### About this exercise
Count how many lines below contain the word "Lempung", then give that number alone.

(Saved entries)
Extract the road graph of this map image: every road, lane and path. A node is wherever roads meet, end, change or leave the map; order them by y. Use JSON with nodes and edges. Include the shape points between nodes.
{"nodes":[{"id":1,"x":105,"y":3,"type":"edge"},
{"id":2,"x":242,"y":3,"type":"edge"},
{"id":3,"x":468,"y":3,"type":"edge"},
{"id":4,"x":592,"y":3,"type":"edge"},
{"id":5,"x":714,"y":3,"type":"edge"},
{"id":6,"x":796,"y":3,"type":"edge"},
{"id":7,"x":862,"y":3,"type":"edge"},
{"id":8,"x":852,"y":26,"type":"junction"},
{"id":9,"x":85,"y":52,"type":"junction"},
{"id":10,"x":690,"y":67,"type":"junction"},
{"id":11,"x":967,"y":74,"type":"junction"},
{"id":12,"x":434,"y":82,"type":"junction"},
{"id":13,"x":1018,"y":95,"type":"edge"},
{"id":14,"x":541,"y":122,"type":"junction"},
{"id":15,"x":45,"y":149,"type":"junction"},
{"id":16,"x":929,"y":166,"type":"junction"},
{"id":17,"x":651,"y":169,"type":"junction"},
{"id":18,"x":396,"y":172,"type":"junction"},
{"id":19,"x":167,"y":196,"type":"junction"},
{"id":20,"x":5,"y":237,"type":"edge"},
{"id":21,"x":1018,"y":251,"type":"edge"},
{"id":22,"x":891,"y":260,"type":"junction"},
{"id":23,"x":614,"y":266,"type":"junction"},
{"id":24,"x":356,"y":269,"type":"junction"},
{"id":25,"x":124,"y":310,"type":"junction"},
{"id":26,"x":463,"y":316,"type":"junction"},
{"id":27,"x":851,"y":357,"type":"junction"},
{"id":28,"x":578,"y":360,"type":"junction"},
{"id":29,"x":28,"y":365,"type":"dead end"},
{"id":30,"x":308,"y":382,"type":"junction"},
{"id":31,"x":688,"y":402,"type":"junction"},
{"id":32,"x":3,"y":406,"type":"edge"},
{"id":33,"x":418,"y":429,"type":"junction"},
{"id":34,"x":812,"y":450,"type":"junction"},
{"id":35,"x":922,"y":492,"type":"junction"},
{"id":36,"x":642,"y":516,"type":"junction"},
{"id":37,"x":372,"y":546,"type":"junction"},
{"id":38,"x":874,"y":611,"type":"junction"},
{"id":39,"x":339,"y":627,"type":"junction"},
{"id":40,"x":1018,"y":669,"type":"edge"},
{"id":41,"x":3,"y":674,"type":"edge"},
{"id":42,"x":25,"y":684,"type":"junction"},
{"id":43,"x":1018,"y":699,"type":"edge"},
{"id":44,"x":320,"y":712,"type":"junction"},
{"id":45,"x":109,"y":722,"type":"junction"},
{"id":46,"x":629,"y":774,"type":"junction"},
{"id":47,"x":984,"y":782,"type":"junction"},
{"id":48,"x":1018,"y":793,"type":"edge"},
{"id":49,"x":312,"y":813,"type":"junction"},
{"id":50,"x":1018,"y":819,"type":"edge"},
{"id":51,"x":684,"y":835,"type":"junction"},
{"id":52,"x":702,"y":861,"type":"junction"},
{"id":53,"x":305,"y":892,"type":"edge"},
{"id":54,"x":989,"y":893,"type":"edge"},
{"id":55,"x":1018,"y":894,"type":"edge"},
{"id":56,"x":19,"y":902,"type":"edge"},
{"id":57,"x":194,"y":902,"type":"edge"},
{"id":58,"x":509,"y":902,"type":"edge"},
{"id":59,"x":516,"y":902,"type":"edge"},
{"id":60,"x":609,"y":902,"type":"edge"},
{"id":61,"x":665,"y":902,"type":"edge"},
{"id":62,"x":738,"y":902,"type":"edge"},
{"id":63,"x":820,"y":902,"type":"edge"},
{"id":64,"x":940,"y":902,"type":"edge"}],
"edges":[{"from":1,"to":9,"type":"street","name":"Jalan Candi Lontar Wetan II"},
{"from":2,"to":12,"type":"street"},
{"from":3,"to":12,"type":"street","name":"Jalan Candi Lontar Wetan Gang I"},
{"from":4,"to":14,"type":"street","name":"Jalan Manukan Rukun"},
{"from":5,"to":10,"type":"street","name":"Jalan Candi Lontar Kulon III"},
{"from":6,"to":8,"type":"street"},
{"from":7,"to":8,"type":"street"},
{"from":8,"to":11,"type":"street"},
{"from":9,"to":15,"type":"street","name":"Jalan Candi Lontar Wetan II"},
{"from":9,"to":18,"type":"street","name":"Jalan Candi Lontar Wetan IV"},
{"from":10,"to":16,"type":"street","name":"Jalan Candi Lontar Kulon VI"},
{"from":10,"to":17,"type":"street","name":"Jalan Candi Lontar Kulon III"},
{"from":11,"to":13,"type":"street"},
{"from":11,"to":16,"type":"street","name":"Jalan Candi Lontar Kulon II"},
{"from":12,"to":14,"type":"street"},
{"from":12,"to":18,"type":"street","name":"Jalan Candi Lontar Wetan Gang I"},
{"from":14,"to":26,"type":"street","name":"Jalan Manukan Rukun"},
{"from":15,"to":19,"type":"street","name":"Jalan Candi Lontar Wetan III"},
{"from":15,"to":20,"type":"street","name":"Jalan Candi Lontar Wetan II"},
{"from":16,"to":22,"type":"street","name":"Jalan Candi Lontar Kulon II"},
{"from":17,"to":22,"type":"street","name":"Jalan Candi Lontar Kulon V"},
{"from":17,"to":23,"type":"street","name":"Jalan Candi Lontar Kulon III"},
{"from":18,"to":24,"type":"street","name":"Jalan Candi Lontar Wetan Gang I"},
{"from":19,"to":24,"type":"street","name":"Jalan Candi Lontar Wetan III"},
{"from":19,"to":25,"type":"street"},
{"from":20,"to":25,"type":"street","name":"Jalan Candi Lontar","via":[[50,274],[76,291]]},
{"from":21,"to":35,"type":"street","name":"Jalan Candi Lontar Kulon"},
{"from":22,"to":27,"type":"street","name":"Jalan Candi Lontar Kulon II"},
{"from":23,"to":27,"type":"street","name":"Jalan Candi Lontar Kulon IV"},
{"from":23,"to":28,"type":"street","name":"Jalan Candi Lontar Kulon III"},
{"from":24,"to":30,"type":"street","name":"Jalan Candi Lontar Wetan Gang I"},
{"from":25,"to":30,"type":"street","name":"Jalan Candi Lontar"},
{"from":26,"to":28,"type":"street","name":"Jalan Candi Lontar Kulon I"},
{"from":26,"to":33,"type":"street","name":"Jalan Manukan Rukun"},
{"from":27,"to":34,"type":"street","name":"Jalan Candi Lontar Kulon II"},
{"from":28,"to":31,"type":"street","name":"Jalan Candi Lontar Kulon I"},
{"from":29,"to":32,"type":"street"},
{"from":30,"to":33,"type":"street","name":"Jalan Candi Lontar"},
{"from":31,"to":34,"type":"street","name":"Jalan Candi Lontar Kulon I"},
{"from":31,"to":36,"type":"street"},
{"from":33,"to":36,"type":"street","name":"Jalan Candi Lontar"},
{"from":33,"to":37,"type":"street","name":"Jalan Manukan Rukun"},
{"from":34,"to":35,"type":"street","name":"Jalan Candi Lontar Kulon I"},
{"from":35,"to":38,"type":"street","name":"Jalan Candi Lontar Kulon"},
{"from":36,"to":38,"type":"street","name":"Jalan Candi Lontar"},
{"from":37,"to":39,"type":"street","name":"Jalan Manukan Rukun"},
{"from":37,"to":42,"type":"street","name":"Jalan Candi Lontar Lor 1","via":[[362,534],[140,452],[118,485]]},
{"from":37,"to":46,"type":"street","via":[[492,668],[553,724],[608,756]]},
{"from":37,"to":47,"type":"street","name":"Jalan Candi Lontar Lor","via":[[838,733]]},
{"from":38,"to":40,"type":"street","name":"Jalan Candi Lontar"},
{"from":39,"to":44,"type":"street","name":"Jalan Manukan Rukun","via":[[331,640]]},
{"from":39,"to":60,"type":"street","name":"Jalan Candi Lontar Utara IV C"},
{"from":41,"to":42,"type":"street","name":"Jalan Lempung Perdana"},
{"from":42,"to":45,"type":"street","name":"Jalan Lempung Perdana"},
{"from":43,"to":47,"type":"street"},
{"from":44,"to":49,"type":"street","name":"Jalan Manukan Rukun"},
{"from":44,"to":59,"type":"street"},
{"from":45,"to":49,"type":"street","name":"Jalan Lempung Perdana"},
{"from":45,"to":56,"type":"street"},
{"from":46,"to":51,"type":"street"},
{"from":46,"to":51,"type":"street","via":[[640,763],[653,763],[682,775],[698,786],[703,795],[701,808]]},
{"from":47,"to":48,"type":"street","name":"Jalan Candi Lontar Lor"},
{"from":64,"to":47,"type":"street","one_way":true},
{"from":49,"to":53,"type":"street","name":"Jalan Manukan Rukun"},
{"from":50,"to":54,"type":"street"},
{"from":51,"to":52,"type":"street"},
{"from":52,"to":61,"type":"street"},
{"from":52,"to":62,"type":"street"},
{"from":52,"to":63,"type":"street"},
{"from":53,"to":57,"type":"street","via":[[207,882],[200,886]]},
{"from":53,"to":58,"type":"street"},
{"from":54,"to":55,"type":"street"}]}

### Solution for this exercise
3